Thursday 25 July 2013

Sheng Siong Group

Maybank Kim Eng Research, July 24
H1 2013 revenue of S$339.2 million (10.6 per cent y-o-y) and core net profit of S$19 million (26.7 per cent y-o-y) come in-line with our and consensus expectations. An interim dividend of 1.2 cents was announced (87 per cent of H1 payout), up by 0.2 cent from last year's interim dividend. We downgrade the counter on the grounds of valuations appearing toppish.
The 10.6 per cent H1 2013 sales growth is largely driven by bumper store openings from last year of S$42.8 million, but this was offset by a contraction in the older stores. SSG declined by one per cent due to higher competition, and decline in sales from the older stores ...
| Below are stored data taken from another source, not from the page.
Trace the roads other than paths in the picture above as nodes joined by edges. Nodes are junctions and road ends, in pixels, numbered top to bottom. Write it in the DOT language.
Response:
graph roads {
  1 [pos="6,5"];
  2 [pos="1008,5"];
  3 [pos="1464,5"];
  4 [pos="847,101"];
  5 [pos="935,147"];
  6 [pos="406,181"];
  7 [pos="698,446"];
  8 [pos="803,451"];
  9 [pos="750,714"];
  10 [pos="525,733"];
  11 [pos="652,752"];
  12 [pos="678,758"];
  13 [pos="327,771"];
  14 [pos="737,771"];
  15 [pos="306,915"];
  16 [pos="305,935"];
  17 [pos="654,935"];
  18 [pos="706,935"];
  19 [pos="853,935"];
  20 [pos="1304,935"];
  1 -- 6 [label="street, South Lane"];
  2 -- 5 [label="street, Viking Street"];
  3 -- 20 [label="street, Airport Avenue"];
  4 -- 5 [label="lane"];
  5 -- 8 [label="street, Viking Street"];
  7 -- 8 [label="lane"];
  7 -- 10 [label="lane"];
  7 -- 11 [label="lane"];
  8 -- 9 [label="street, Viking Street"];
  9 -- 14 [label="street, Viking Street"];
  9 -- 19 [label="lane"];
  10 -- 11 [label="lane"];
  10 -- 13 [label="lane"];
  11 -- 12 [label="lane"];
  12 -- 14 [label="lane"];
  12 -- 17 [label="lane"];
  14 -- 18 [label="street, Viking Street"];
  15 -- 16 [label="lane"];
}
There are signs of margin pressure ahead. Gross margin continues to show signs of improvement on the back of improved sales mix, lower input costs, and lack of price wars with competition. This was offset by higher depreciation costs from the fitting out of new retail stores and Mandai centre. While staff costs increase was in line with store growth, Sheng Siong cautions on cost pressures from difficulties to hire and higher foreign levy, with the recent hike in service sector by 9 per cent on July 1 ...
While Sheng Siong commands strong historical margins and ROEs against its regional supermarket peers, we are concerned about competition overrunning and possible risk of Sheng Siong losing market share. We downgrade the counter to a "hold", with target price unchanged at S$0.74, pegged to 25.8 times FY2013 forecast PE.